## Task goal
Scan the material for the word "numbered" and copy each line where it occurs.
═════ Records provided
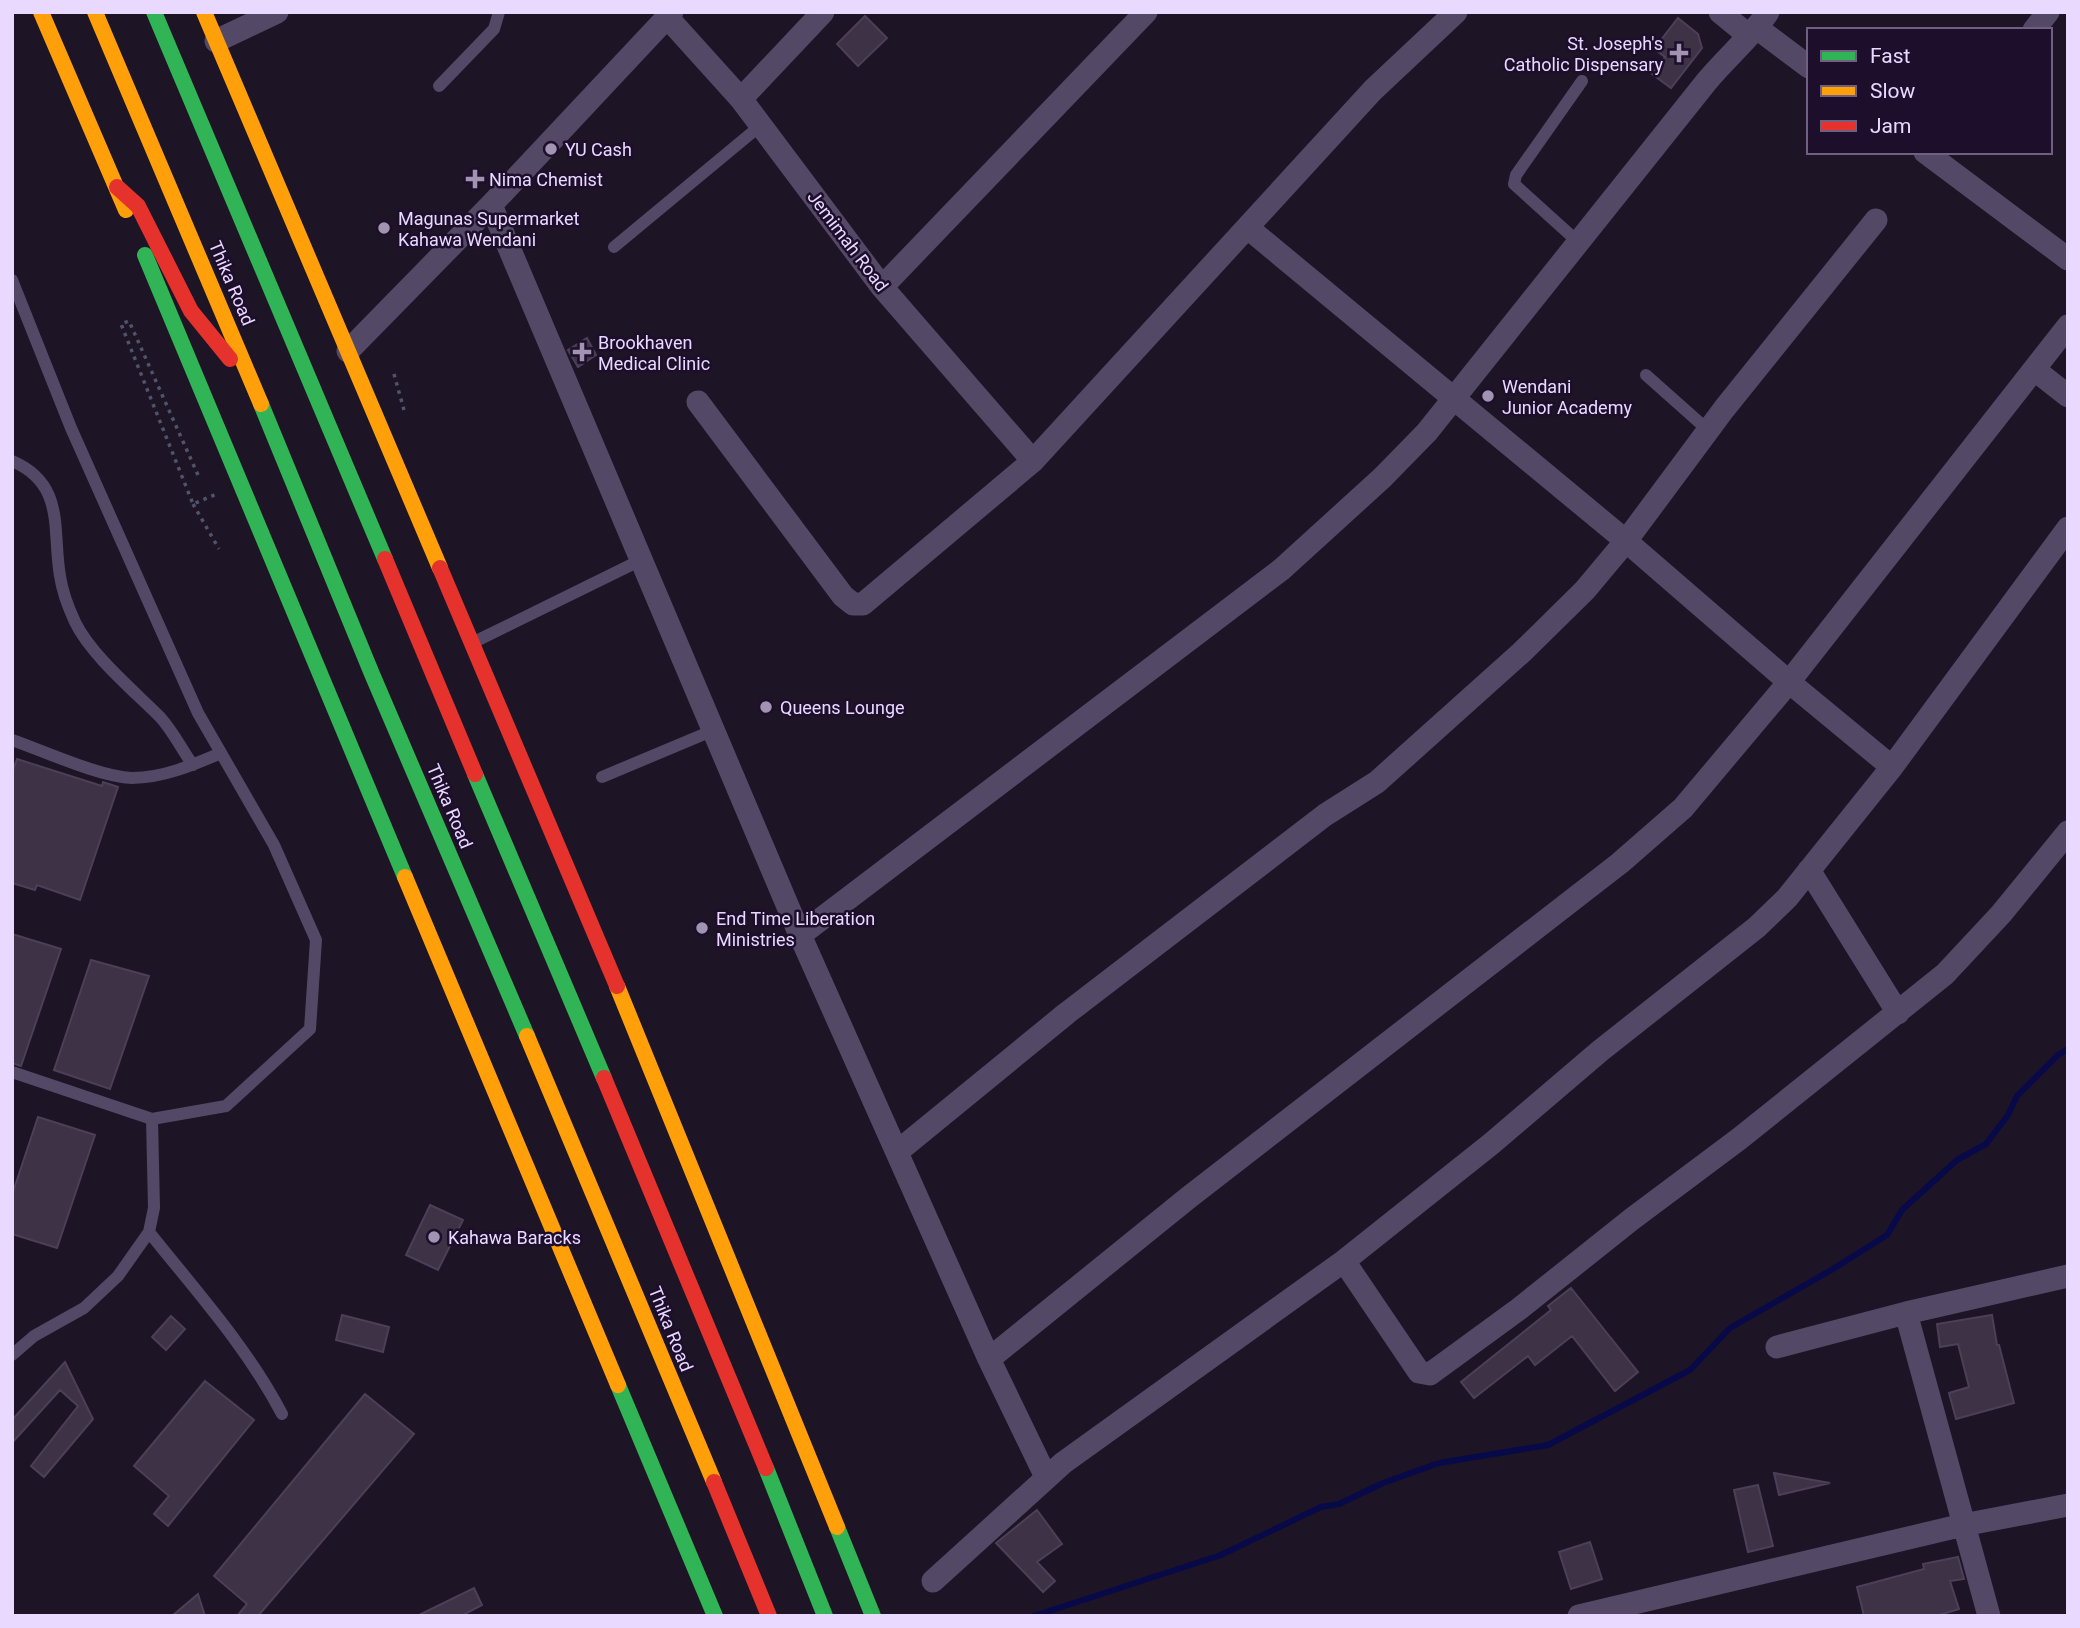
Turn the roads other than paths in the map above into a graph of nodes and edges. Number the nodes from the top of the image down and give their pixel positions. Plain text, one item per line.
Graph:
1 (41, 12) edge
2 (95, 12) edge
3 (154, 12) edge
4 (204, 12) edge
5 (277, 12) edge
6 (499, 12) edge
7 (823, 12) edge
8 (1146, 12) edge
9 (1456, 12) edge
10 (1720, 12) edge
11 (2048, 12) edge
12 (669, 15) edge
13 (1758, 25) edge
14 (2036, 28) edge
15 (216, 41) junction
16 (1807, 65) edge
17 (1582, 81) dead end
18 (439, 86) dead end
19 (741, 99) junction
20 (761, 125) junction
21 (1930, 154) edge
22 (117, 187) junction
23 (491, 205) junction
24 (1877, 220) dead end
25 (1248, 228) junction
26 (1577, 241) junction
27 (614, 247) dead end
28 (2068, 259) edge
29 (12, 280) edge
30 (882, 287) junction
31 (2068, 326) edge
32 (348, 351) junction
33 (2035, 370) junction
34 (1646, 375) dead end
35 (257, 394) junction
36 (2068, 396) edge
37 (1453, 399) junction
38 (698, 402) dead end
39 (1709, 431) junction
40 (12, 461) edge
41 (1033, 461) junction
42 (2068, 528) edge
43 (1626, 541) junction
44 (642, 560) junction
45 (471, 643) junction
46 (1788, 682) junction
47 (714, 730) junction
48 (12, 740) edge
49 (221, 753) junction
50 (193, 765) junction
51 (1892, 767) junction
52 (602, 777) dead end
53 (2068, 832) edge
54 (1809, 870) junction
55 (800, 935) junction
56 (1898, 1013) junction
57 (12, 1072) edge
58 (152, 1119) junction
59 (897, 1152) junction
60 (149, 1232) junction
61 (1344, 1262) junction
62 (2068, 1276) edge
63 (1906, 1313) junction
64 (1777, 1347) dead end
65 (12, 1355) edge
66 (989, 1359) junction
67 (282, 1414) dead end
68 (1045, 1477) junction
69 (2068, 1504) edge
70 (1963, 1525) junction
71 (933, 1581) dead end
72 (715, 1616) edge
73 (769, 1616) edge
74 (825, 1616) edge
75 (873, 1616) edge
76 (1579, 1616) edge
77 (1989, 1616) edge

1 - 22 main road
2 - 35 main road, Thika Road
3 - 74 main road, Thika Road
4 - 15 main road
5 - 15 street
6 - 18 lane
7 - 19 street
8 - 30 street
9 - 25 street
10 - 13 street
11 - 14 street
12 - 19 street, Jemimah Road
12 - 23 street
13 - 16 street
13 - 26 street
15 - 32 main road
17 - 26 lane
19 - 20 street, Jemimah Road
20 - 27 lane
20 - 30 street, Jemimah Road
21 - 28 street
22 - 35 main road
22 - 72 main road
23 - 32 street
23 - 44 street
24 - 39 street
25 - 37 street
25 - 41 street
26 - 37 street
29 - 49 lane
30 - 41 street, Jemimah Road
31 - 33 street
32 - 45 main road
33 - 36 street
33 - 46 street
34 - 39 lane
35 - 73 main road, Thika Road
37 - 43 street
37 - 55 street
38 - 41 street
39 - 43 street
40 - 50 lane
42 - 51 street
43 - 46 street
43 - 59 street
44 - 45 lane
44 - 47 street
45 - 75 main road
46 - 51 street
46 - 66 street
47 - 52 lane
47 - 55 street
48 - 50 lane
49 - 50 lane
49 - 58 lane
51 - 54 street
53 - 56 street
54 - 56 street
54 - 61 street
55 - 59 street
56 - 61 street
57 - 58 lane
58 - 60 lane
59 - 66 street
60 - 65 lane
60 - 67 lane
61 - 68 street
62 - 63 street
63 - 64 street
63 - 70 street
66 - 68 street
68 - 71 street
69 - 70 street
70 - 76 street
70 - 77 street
══════════
═════ Records provided
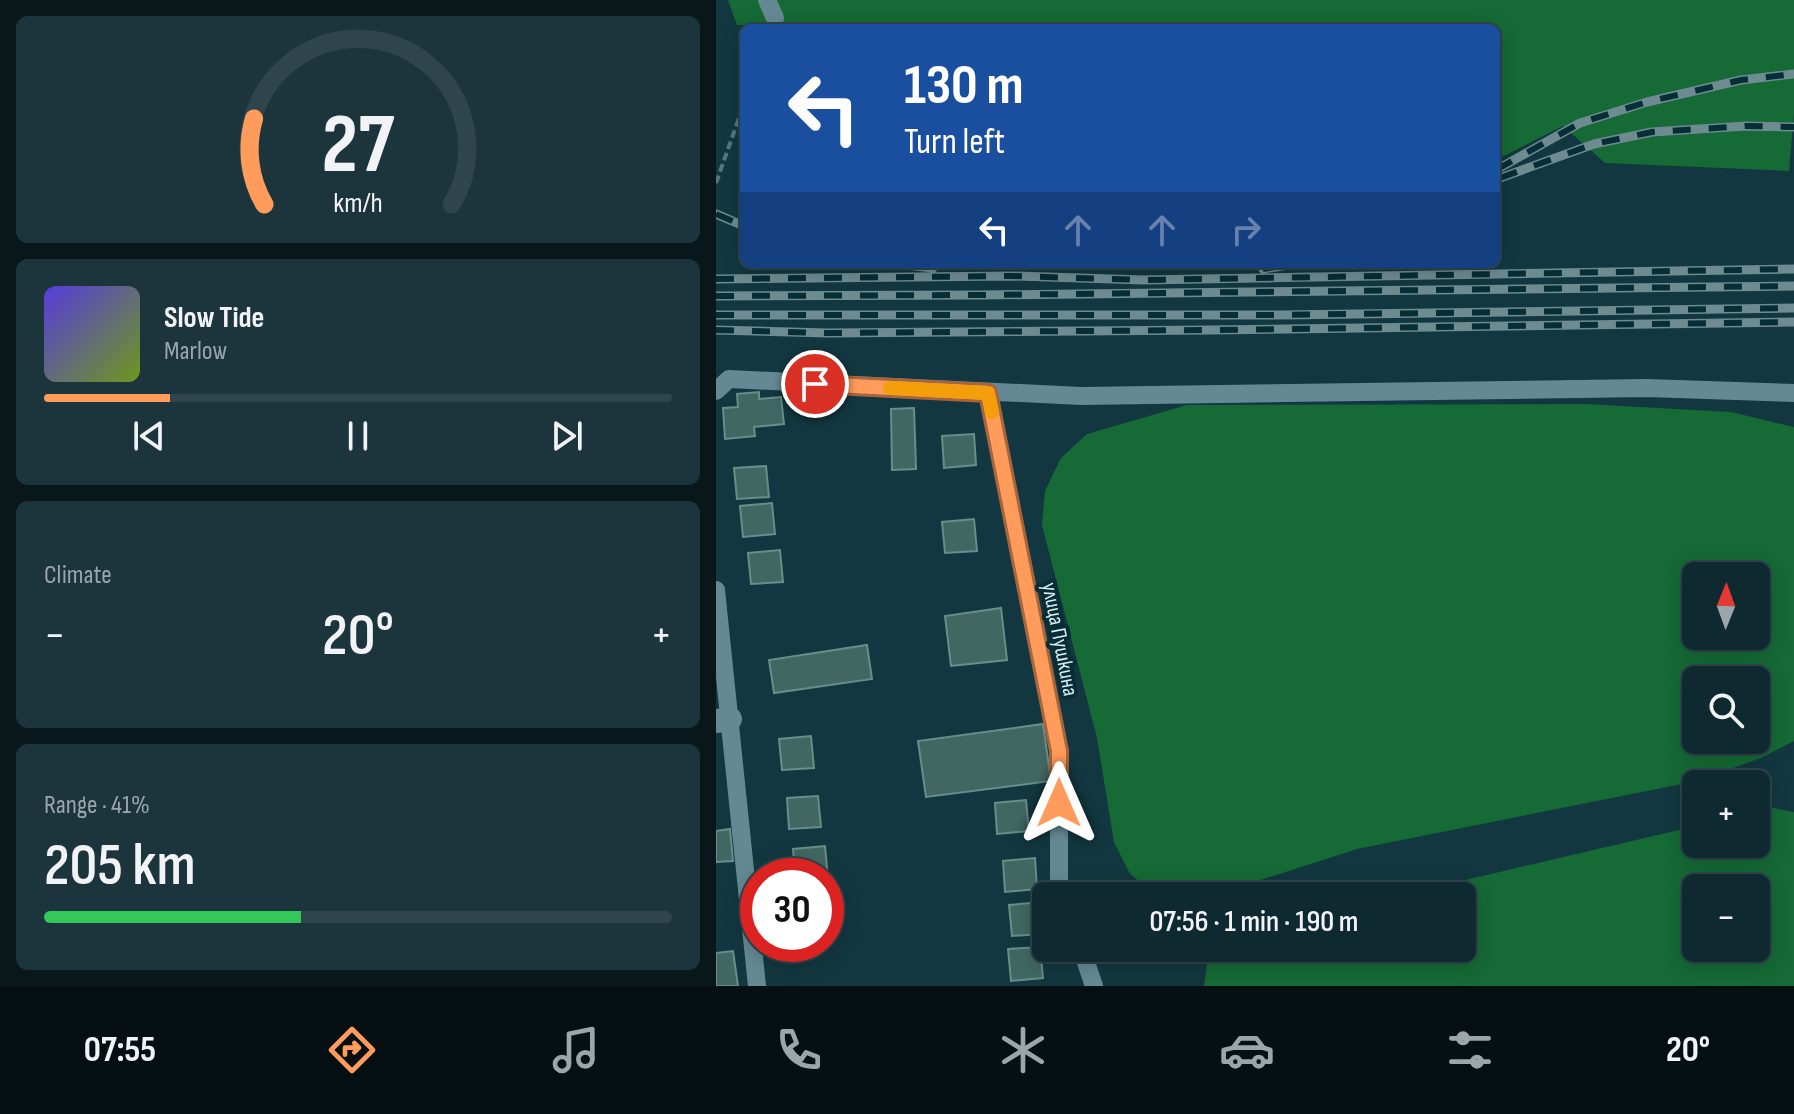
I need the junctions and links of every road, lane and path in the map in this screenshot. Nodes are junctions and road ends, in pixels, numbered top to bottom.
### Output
══════════
═════ Records provided
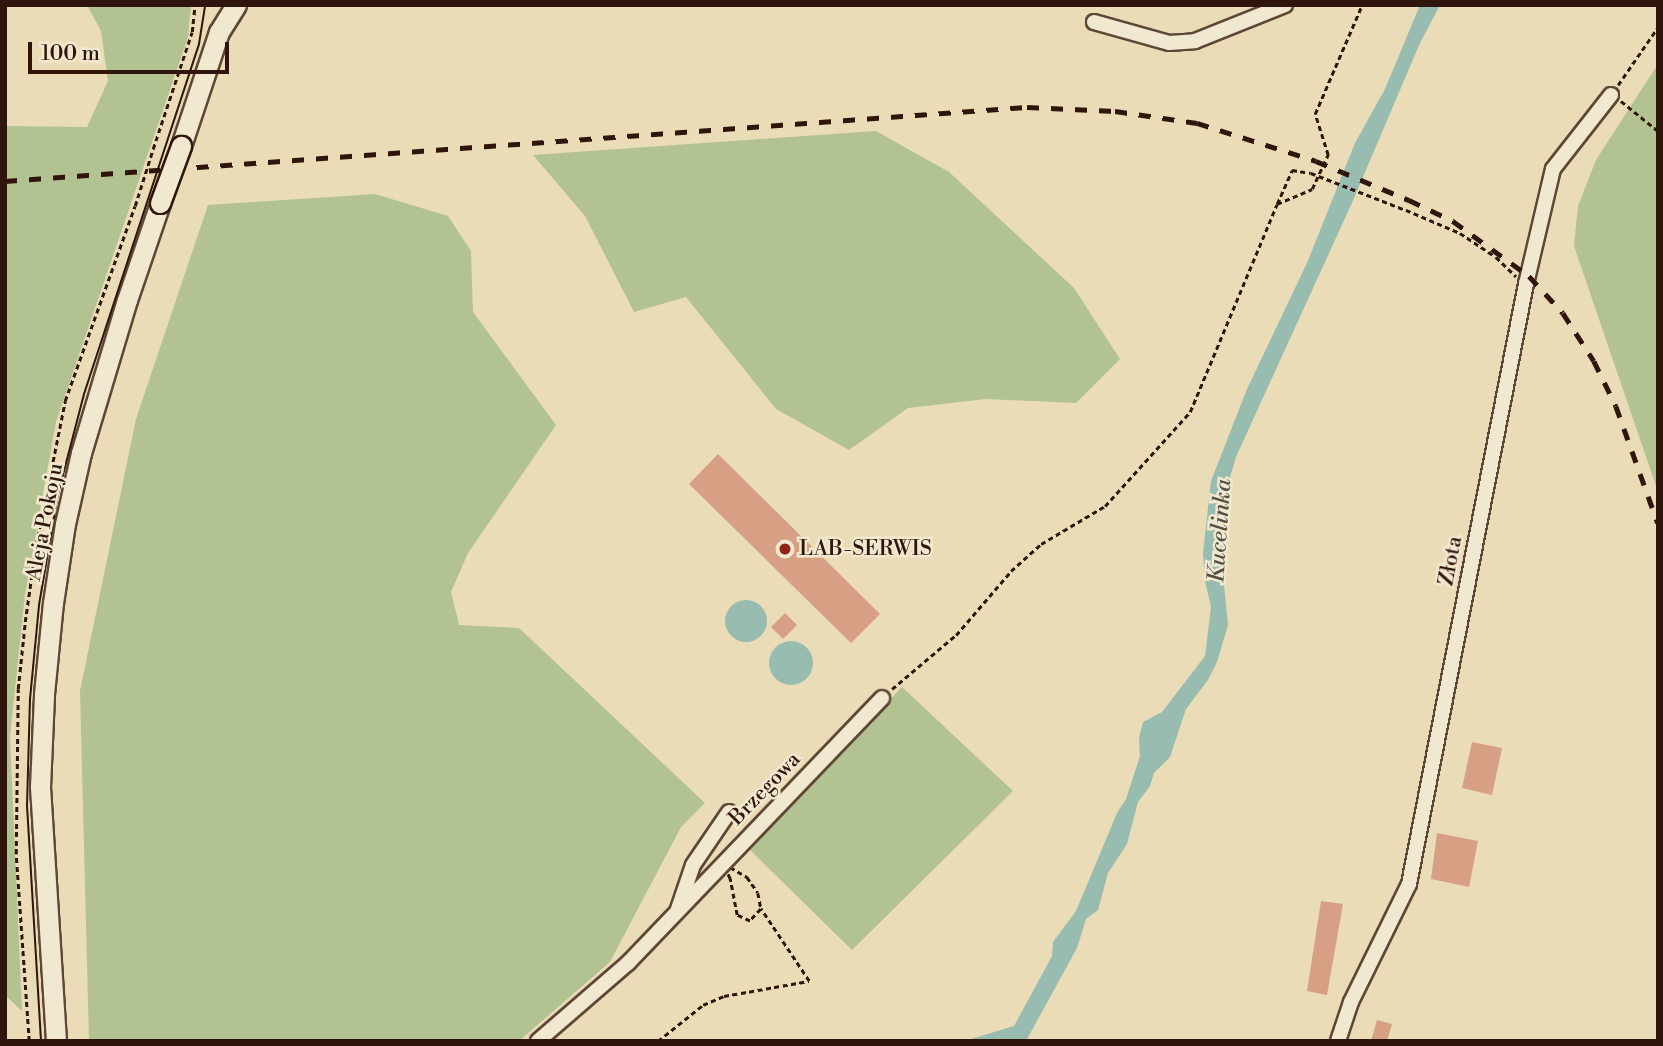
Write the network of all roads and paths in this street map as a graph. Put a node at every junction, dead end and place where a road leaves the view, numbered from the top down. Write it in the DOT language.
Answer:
══════════
## Exercise response
I need the junctions and links of every road, lane and path in the map in this screenshot. Nodes are junctions and road ends, in pixels, numbered top to bottom.
Write the network of all roads and paths in this street map as a graph. Put a node at every junction, dead end and place where a road leaves the view, numbered from the top down. Write it in the DOT language.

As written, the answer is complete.